In this issue

Kinase Inhibitors as Antiparasitic Agents

Cryptosporidium parvum is an obligate intercellular parasite that causes a diarrheal disease known as cryptosporidiosis. Toxoplasma gondii, which infects a sizable proportion of the globe, is a protozoan that is a causal agent of toxoplasmosis. New therapeutic agents that target infections caused by both are needed.

Cryptosporidium parvum is an obligate intercellular parasite which causes a diarrheal disease known as cryptosporidiosis. Toxoplasma gondii, which infects a sizable proportion of the globe, is a protozoan that is a causal agent of toxoplasmosis. New therapeutic agents that target infections caused by both are needed. Small molecules that target calcium-regulated processes are attractive for this purpose because both organisms contain highly specialized calcium-regulated signaling enzymes, which control cellular functions such as secretion, gliding motility, and host cell invastion.

Toward the goal of developing effective antiparasitics, Murphy et al. (DOI: 10.1021/ml100096t) describe a series of small molecule inhibitors that target a unique kinase, calcium-dependent protein kinase 1 in T. gondii and C. parvum. These inhibitors are highly selective for the parasitic calcium-dependent protein kinase 1 enzymes over mammalian kinases, are not toxic to human cell lines, and can block entry into host cells.

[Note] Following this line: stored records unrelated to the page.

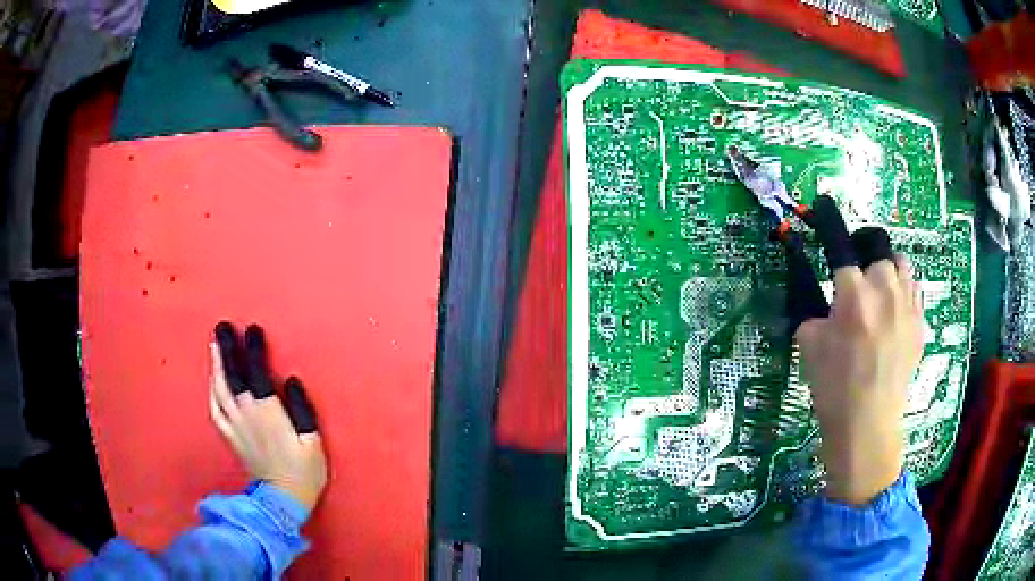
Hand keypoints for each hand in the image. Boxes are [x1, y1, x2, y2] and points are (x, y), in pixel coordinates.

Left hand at [209, 322, 327, 511]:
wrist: (282, 500)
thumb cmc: (303, 471)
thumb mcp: (312, 440)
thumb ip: (301, 408)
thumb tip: (291, 380)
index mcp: (268, 412)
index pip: (257, 371)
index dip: (254, 349)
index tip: (252, 328)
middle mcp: (246, 414)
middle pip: (232, 375)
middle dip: (227, 348)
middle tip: (222, 326)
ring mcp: (234, 426)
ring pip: (220, 389)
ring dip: (216, 364)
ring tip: (215, 345)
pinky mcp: (229, 437)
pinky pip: (215, 409)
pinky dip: (211, 391)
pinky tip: (211, 381)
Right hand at [795, 255, 922, 504]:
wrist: (868, 425)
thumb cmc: (834, 388)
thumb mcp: (809, 346)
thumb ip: (815, 312)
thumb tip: (822, 300)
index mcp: (853, 294)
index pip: (843, 251)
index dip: (833, 244)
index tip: (829, 243)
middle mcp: (885, 291)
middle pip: (878, 253)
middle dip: (866, 264)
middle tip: (858, 286)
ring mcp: (907, 307)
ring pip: (902, 265)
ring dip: (889, 272)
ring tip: (881, 293)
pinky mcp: (920, 324)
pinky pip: (914, 292)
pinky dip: (904, 294)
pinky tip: (894, 315)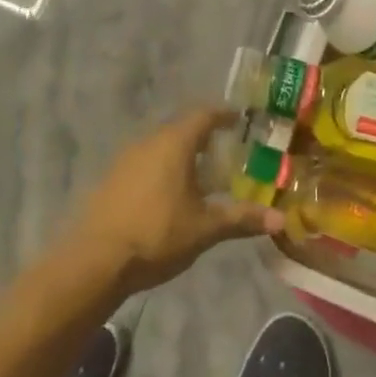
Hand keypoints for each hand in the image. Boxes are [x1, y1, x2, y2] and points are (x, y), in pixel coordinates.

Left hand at [68, 108, 283, 293]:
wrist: (94, 261)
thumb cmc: (157, 235)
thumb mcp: (205, 228)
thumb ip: (242, 219)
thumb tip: (281, 220)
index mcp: (174, 144)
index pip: (204, 115)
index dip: (223, 114)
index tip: (239, 119)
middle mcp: (148, 142)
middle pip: (181, 128)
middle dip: (204, 136)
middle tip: (226, 151)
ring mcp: (125, 159)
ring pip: (161, 146)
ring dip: (181, 154)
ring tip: (201, 174)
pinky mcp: (111, 179)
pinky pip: (144, 162)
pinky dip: (162, 168)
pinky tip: (169, 194)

An EP3 Receptor Antagonist

Prostaglandin E2 mediates numerous physiological processes through four receptors denoted as EP1, EP2, EP3, and EP4. Previous studies have implicated EP3 in activities such as neurotransmitter release, the inhibition of gastric acid secretion, and sodium and water reabsorption in the kidney.

Prostaglandin E2 mediates numerous physiological processes through four receptors denoted as EP1, EP2, EP3, and EP4. Previous studies have implicated EP3 in activities such as neurotransmitter release, the inhibition of gastric acid secretion, and sodium and water reabsorption in the kidney.

Jin et al. (DOI: 10.1021/ml100077x) now describe a lead 3-oxazolidinedione-6-aryl-pyridinone, which serves as a selective EP3 antagonist. This compound is orally bioavailable and potent in vivo. The authors further optimized the lead compound to yield a series of compounds, which might serve as excellent tools for studying the EP3 receptor.

Fighting Botulinum Neurotoxins

Botulinum neurotoxins are the most potent biological toxins on the planet. Currently, there are no drugs that counteract the paralysis associated with Botulinum neurotoxin.

Botulinum neurotoxin is the most potent biological toxin on the planet. According to estimates, this neurotoxin is lethal to humans at a dose (LD₅₀) of only 1 ng kg⁻¹ of body mass. Currently, there are no drugs that counteract the paralysis associated with Botulinum neurotoxin. Now, Nuss et al. (DOI: 10.1021/ml100056v) describe a new approach for the design and synthesis of increasingly potent nonpeptidic small molecules that might serve as starting points for the development of therapeutics that neutralize neurotoxin-induced paralysis.